(Stored data entries)
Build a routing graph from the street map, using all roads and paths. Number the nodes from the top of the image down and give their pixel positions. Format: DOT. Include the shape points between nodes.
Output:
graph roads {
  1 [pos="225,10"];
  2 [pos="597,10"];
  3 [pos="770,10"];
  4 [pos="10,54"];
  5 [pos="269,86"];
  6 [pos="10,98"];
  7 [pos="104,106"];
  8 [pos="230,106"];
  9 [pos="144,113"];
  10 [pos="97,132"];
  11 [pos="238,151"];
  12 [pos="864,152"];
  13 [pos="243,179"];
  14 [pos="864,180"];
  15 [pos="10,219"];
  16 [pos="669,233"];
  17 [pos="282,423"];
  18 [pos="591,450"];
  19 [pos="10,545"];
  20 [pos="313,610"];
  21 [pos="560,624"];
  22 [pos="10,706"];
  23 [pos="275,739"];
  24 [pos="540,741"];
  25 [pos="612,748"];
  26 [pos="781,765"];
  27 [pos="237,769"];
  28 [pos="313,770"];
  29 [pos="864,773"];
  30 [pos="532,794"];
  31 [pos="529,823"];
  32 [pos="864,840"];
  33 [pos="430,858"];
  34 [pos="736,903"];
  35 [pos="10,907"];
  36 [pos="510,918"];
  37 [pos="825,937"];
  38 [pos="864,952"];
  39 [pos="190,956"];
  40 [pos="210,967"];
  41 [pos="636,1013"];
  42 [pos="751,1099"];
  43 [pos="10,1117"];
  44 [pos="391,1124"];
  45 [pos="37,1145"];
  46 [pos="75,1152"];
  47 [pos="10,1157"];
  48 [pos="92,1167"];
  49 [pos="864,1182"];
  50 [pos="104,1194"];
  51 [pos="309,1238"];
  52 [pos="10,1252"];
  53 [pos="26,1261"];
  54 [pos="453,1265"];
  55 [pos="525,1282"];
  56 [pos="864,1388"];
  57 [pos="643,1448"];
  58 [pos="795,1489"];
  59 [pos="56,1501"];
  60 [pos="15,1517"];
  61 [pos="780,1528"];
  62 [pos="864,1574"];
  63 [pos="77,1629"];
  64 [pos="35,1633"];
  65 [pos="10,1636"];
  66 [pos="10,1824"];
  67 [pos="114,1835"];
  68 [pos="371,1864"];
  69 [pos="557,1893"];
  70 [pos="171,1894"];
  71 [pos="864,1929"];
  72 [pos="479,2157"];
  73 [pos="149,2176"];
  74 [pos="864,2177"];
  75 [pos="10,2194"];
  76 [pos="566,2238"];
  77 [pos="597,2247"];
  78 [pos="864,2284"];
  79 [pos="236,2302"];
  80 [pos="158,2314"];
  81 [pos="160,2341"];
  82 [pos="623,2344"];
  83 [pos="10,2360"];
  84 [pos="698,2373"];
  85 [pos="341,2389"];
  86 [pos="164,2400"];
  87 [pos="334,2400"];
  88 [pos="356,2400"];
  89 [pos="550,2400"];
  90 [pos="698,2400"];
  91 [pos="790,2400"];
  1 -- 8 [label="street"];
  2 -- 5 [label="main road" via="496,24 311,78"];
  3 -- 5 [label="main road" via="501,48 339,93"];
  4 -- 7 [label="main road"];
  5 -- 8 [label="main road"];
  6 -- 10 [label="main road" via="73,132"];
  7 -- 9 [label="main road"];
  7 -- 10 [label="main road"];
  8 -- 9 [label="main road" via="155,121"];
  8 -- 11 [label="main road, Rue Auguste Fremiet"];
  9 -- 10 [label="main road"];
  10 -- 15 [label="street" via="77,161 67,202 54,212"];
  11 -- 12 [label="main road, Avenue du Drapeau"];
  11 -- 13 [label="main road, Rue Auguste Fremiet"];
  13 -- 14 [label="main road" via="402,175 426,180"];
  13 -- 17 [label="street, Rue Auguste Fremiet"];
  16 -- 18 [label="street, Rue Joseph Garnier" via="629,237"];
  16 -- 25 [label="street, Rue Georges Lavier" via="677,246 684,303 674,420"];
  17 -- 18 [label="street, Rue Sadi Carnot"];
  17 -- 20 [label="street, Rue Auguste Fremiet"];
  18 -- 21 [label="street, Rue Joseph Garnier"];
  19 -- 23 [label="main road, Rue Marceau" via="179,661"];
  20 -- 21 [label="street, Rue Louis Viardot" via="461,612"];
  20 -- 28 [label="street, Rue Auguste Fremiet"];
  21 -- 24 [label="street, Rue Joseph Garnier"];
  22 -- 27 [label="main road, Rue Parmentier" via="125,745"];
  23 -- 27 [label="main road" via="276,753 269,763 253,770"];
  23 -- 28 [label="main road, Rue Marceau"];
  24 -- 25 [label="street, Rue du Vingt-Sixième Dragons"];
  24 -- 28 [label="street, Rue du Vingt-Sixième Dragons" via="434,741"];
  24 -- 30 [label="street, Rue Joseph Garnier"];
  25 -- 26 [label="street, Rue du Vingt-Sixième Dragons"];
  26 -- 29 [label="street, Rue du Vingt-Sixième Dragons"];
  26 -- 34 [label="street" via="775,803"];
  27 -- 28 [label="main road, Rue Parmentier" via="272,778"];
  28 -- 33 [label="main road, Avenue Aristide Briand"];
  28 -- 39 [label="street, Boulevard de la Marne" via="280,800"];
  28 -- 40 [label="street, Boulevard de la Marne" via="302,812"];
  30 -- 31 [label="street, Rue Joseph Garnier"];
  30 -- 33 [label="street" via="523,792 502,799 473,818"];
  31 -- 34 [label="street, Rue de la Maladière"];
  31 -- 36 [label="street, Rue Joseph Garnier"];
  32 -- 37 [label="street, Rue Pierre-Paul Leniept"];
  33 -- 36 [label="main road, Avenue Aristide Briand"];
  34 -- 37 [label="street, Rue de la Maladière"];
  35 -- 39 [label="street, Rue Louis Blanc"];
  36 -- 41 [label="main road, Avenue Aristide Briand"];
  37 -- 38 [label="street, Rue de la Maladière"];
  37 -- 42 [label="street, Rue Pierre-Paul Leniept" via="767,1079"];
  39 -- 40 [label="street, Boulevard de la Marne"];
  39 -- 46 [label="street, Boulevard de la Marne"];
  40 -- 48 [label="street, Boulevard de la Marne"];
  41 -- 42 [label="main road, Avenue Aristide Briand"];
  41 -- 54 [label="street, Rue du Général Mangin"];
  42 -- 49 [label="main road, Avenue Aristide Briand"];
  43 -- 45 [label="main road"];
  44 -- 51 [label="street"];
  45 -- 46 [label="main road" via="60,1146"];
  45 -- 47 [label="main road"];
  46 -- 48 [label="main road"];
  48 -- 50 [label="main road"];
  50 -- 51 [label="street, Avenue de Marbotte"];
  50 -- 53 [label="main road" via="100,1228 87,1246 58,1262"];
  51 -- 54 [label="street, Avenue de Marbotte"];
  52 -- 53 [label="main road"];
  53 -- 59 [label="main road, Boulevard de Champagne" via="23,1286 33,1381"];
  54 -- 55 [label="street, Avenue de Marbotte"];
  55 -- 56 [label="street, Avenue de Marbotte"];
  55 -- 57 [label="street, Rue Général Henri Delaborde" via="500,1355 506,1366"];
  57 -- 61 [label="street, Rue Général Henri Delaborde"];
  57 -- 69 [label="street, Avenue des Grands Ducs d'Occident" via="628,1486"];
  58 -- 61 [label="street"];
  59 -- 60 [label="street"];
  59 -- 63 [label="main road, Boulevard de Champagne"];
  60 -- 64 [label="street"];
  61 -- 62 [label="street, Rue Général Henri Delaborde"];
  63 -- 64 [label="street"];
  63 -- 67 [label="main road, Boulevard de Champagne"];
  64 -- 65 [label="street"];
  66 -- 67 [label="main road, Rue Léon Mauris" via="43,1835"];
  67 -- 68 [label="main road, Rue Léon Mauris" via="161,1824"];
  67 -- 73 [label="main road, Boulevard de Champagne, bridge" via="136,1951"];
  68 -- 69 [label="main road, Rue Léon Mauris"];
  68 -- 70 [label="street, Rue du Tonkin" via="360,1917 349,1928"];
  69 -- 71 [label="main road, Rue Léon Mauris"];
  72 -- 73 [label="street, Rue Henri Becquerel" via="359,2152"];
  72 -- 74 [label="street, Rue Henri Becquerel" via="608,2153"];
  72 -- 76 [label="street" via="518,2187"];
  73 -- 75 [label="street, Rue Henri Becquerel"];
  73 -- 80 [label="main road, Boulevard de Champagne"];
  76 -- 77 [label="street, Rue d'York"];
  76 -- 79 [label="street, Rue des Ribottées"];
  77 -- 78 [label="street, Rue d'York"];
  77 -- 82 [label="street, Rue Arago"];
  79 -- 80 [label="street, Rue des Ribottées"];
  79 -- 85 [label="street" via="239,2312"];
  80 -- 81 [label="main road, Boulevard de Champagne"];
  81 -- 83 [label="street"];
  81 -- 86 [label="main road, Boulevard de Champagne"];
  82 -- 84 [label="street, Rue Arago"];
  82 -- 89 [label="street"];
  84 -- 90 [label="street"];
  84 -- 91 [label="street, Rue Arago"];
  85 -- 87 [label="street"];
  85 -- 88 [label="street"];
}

### About this task
The word to look for is "Briand"; copy out every line of the entries that holds it.

### The answer
  28 -- 33 [label="main road, Avenue Aristide Briand"];
  33 -- 36 [label="main road, Avenue Aristide Briand"];
  36 -- 41 [label="main road, Avenue Aristide Briand"];
  41 -- 42 [label="main road, Avenue Aristide Briand"];
  42 -- 49 [label="main road, Avenue Aristide Briand"];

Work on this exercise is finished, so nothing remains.